Statement 2: \(x=y\)

gmatbusters Nice Approach

This is another approach.

We have to find value of \(x^3.y^2 +\frac{2098}{x.y^2}+\frac{1}{x}-x^y\), Given x,y are positive integer.

So we have to get individual value of x and y to get the definite value of expression .

Statement 1 : \(x^3 + y^ 3 + \frac{512}{x^3.y^3}= 24\)

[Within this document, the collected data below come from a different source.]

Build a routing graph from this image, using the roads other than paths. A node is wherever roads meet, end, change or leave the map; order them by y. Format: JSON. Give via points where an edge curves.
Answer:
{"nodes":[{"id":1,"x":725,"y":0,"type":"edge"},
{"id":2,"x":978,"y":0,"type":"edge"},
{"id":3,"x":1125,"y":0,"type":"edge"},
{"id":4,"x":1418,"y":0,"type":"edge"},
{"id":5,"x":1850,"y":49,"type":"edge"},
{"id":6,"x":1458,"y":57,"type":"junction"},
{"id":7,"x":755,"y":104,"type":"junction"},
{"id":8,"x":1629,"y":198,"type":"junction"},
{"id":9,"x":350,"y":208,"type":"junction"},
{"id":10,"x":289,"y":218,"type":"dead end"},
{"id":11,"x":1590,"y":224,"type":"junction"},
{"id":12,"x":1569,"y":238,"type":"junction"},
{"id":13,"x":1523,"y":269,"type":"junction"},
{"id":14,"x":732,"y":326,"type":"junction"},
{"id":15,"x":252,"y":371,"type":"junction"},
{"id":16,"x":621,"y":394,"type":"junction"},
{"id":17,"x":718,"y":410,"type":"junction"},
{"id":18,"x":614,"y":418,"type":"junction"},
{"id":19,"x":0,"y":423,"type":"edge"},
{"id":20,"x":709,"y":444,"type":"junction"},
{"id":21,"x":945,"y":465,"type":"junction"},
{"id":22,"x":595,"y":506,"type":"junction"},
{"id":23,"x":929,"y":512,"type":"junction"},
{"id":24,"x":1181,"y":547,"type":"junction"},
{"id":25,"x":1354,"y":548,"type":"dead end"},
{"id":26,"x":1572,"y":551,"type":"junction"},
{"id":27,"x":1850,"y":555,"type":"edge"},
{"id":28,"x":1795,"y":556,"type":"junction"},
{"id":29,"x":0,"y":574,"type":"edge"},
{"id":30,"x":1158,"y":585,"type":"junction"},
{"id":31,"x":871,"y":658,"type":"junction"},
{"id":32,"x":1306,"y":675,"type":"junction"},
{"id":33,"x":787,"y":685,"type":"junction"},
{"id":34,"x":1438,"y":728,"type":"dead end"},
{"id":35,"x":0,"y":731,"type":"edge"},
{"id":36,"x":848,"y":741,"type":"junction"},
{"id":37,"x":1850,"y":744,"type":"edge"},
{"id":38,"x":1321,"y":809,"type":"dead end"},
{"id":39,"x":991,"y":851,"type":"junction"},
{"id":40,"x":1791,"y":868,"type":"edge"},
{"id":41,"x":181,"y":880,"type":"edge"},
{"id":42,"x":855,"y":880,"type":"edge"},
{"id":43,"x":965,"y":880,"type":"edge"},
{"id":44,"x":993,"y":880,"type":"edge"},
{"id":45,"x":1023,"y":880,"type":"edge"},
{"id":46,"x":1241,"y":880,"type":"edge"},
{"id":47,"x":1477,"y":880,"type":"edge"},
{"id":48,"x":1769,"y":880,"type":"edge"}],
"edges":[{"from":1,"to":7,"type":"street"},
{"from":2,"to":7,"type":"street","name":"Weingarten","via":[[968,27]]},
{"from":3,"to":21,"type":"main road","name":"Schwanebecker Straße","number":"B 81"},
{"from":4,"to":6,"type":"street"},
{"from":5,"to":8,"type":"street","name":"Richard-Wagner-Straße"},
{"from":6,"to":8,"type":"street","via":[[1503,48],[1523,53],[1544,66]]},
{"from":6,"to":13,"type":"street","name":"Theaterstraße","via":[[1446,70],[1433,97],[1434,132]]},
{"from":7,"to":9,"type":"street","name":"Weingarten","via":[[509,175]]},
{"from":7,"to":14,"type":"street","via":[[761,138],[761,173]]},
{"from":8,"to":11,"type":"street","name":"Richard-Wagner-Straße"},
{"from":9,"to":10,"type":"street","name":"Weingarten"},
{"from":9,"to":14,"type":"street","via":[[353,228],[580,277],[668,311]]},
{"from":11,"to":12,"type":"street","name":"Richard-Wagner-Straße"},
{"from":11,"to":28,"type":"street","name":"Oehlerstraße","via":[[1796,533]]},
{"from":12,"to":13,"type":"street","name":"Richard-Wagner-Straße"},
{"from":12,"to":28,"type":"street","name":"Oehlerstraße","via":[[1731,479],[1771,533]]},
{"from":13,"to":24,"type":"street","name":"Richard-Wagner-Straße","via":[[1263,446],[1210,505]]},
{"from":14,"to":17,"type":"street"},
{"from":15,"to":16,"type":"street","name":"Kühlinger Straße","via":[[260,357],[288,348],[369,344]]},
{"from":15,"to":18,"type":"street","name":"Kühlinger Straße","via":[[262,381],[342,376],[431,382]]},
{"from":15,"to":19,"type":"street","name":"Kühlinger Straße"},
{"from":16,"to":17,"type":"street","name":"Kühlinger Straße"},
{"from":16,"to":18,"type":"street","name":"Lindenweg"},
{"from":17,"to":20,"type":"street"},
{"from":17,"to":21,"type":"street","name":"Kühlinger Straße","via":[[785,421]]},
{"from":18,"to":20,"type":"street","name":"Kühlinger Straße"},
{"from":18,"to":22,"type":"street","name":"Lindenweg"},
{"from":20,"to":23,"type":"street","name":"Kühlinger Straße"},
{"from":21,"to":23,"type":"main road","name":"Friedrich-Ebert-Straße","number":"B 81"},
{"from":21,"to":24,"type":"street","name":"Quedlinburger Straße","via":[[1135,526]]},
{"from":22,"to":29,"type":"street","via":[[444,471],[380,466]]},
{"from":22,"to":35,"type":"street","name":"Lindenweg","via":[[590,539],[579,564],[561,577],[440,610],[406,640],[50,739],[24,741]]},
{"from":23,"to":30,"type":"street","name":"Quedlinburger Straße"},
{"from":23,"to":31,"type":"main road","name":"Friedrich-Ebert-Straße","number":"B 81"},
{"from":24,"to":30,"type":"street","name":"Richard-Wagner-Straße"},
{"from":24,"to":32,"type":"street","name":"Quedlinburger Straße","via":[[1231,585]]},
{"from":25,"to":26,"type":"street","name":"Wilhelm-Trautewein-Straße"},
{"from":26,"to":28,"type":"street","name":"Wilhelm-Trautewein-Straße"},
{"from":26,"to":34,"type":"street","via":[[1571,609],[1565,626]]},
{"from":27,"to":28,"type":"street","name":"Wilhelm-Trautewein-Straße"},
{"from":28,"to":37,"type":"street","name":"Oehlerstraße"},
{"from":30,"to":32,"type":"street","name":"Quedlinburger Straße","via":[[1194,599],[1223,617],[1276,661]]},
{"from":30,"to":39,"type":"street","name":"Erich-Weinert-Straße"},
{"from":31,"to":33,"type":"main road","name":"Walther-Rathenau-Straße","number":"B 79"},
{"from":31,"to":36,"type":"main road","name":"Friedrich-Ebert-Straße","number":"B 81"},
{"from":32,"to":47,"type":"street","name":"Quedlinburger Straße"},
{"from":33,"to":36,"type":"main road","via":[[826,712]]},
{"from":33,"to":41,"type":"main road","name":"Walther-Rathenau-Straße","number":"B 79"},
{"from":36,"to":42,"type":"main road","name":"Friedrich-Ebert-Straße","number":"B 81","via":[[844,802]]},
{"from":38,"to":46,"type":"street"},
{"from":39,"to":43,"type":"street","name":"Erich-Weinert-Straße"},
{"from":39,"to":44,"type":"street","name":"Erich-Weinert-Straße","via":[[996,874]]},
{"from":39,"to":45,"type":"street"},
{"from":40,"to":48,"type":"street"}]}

Taking Arithmatic mean and Geometric mean of \(x^3\), \(y^ 3\), \(\frac{512}{x^3.y^3}\), we get

A.M=\(\frac{x^3 + y^3 +\frac{512}{x^3.y^3}}{3}\) ; G.M = \(\sqrt[3]{x^3*y^ 3*\frac{512}{x^3.y^3}}\) further simplifying, we get G.M =8.

As \(A.M\geq{G.M}\)

\(\frac{x^3 + y^3 +\frac{512}{x^3.y^3}}{3}\)≥8

\(x^3 + y^3 +\frac{512}{x^3.y^3}\)≥24

So Statement 1 is implying , that A.M is equal to G.M.This occurs when all terms are equal i.e

\(x^3\)=\(y^ 3\)=\(\frac{512}{x^3.y^3}\)

From \(y^ 3\)=\(\frac{512}{x^3.y^3}\) and substituting \(x^3\) with \(y^ 3\), we get \(y^9-512=0\)

\(y^9-2^9\)= \((y^3)^3-(2^3)^3\)\(=0\)

\((y^3)^3-(2^3)^3\)=\((y^3-2^3)(y^6+y^3.2^3+2^6)\)\(=0\),further expanding we get

\((y-2)(y^2+2.y+2^2)(y^6+y^3.2^3+2^6)=0\)

So \(y =2\), as \((y^2+2.y+2^2)(y^6+y^3.2^3+2^6)\) is +ve qty, cannot be equal to 0.

Similarly or using \(x^3=y^3\), we can get \(x=2\)

As we know both \(x\) and \(y\) , we can calculate expression \(x^3.y^2 +\frac{2098}{x.y^2}+\frac{1}{x}-x^y\)

Statement 1 is alone sufficient

Statement 2: \(x=y\)

As \(x\) and \(y\) are positive integer, They can take infinite different values even if \(x=y\).

Expression \(x^3.y^2 +\frac{2098}{x.y^2}+\frac{1}{x}-x^y\) will give infinite different value.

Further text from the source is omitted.